Dan otot-ototnya lebih besar daripada lima kali lenganku. Harusnya orang (makhluk)
ini akan membuatku takut. Tapi aku sekali lagi tidak ingin mempermalukan
Ayahku. Aku tidak akan takut.
Dan disanalah aku. Saat pertarungan dimulai, entah
mengapa refleksku bekerja tiga kali, bukan, lima kali lebih baik daripada
biasanya. Aku berhasil menghindari semua serangan yang prajurit itu berikan.
Oke, aku tidak boleh terlalu ge-er. Mungkin si prajurit tidak benar-benar ingin
mengalahkanku. Mungkin ia sengaja mengalah untuk membuatku terlihat baik
dihadapan orang-orang. Atau mungkin ia takut terhadap Ayahku, rajanya.
Namun bersamaan saat aku sedang memikirkan hal itu—membuat
konsentrasiku buyar—tiba-tiba saja lenganku berdarah. Darahnya menyebar ke
perairan dekat wajahku. Membuat air di sekitarnya ikut bebercak merah yang
pasti pada situasi lain akan mengundang serombongan hiu pemangsa yang ganas.

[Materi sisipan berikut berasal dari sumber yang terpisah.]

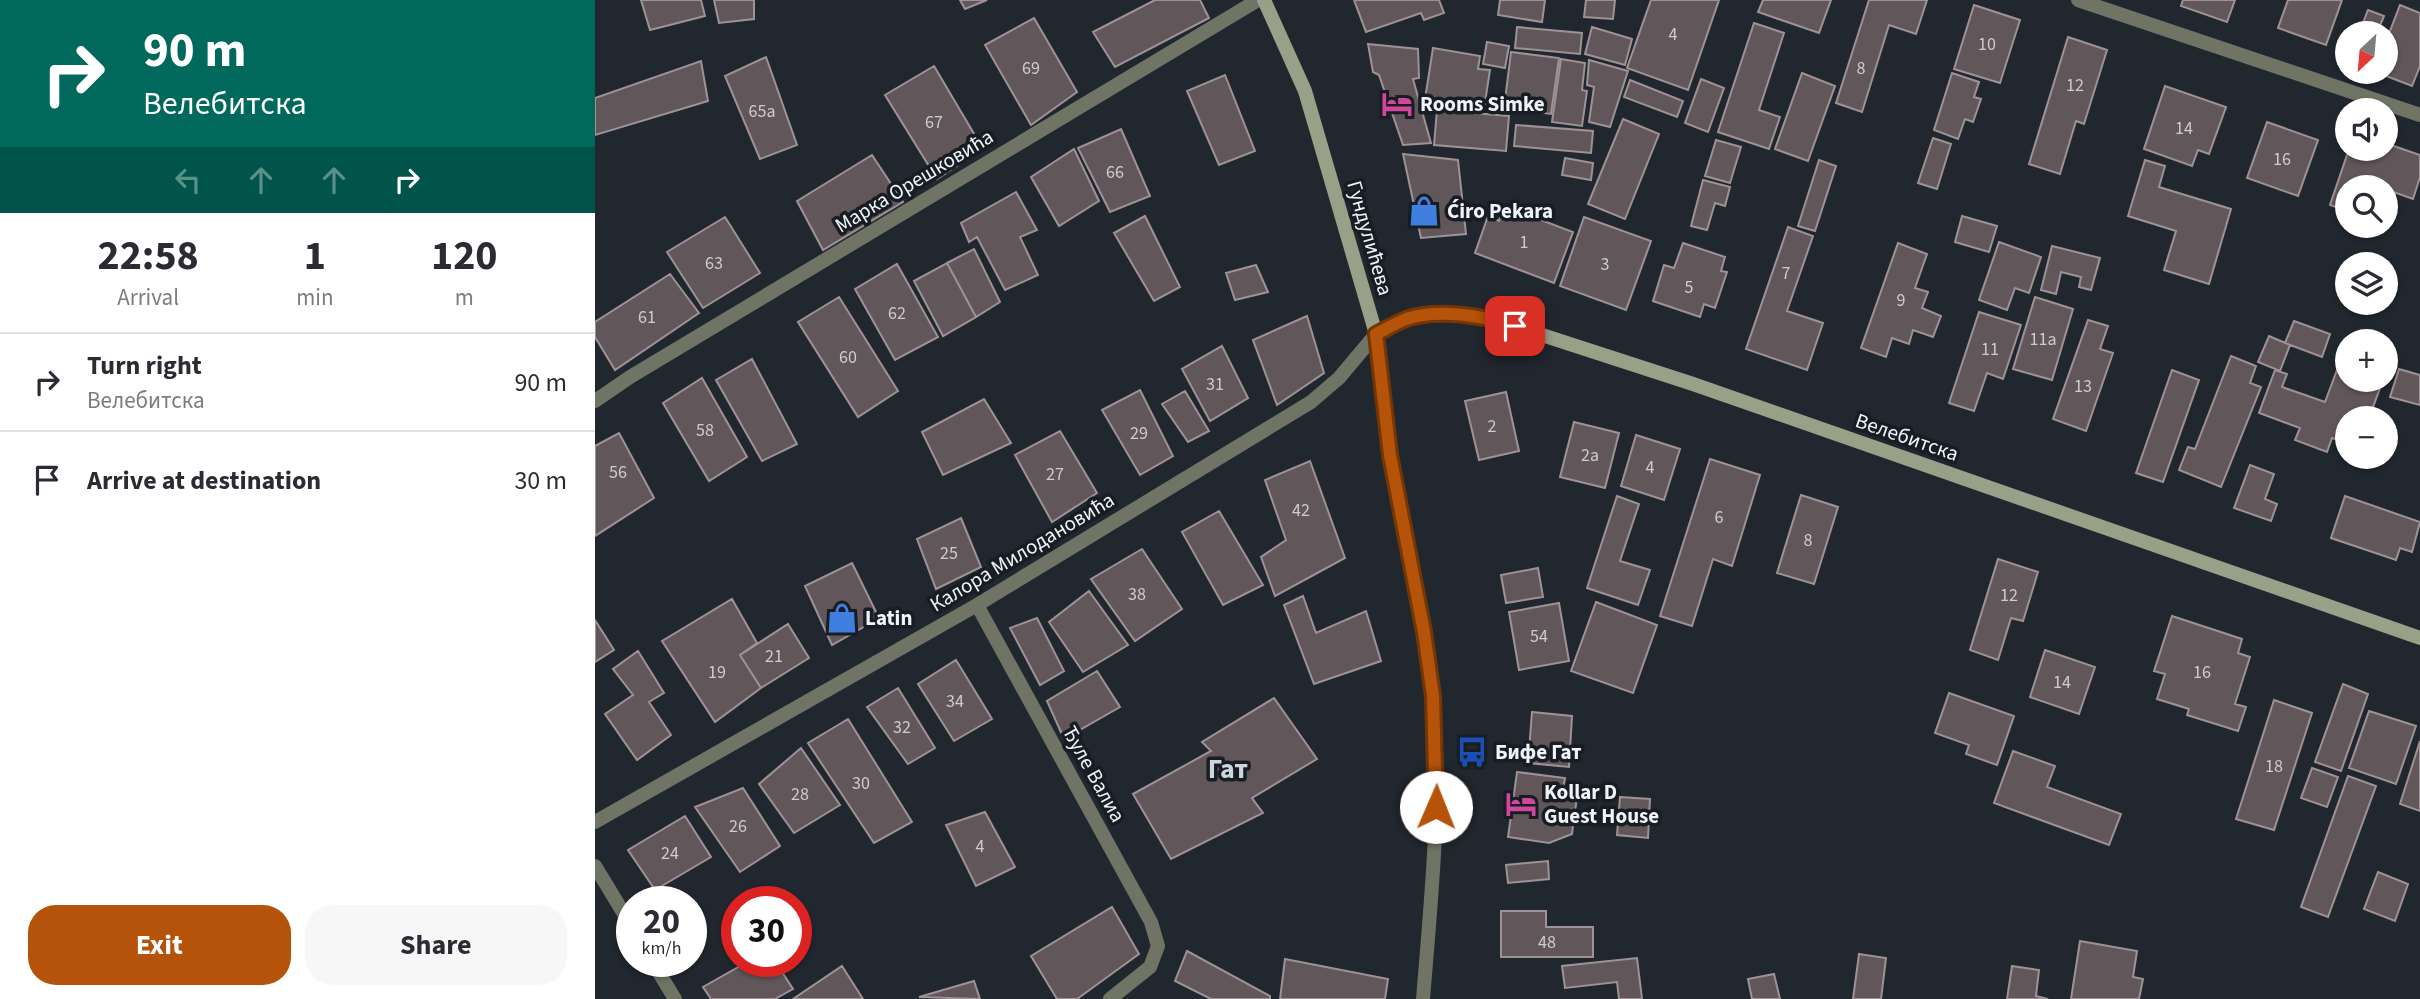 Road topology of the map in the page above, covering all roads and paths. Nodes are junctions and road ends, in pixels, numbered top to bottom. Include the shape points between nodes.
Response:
1 (1258, 0) edge
2 (1264, 0) edge
3 (2078, 0) edge
4 (2420, 115) edge
5 (1376, 334) junction
6 (595, 401) edge
7 (977, 605) junction
8 (2420, 638) edge
9 (595, 822) edge
10 (595, 866) edge
11 (616, 901) edge
12 (662, 977) edge
13 (675, 999) edge
14 (1110, 999) edge
15 (1423, 999) edge

1 - 6 street, Марка Орешковића
2 - 5 street, Гундулићева via 1305,91
3 - 4 street
5 - 7 street, Калора Милодановића via 1339,378 1311,402
5 - 8 street, Велебитска via 1408,318 1444,314 1490,318 1693,384
5 - 15 street, Гундулићева via 1390,455 1433,696 1435,823
7 - 9 street, Калора Милодановића
7 - 14 street, Ђуле Валиа via 1151,922 1158,946 1150,967
10 - 11 street
12 - 13 street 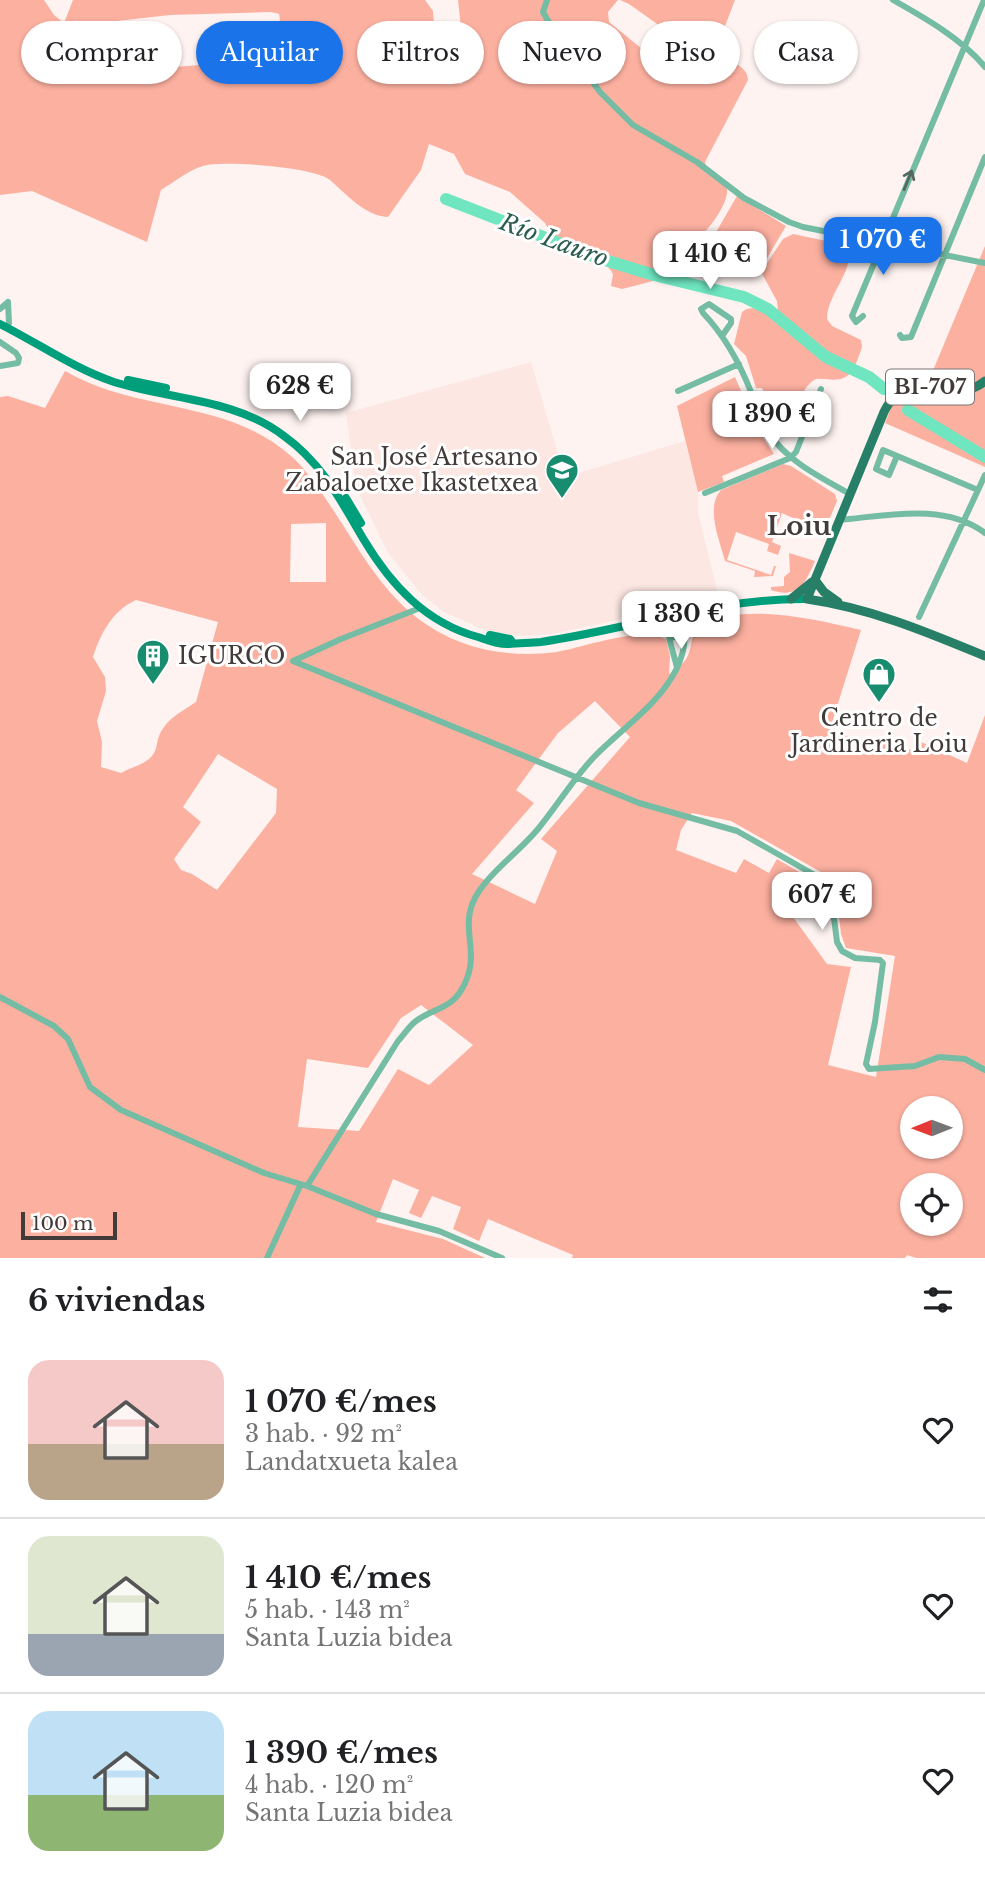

Tapi tak lama kemudian, luka kira-kira sepuluh senti itu pun langsung hilang
dan seperti sudah dirawat beberapa minggu dengan rutin mengganti perban. Si
prajurit menggeram marah. Membuatku tahu kalau ia tidaklah main-main dan tidak berusaha
mengalah dariku sekalipun aku anak Poseidon.
Selagi ia marah luar biasa, aku memakai kesempatan ini
untuk memutar ke belakang tubuhnya. Entah mengapa aku tahu kalau ada sesuatu di
bagian belakang tubuhnya yang ternyata tidak lebih seram dari bagian depan. Ia
berbalik, tapi aku sudah terlalu cepat untuknya. Sebelum mata pedangnya
menghancurkan bagian dalam perutku, aku sudah menebas kepalanya.
“Ih, jijik.” Ucapku ketika melihat kepala si prajurit
terpisah dari badannya yang super besar dan berotot itu.
Semua orang yang menonton tampak ternganga melihatku
telah membunuh salah satu prajuritnya. Lalu Ayah masuk ke arena pertarungan.
Dan dengan satu gerakan trisulanya, prajurit itu menghilang.
“Ma-maaf Ayah, aku tidak bermaksud untuk membunuhnya.”
Ucapku merasa bersalah.
Ayahku tersenyum. “Tidak apa, Delmora. Dia akan
dilahirkan kembali beberapa tahun kedepan. Ya, kalau Hades berkenan, prosesnya
mungkin akan lebih cepat.”
Aku masih sangat kaget. Ini adalah pembunuhan pertamaku.
Tapi aku tahu, apa yang akan kuhadapi bisa lebih besar.
“Baiklah Delmora, waktunya pulang.” Ucap Ayahku.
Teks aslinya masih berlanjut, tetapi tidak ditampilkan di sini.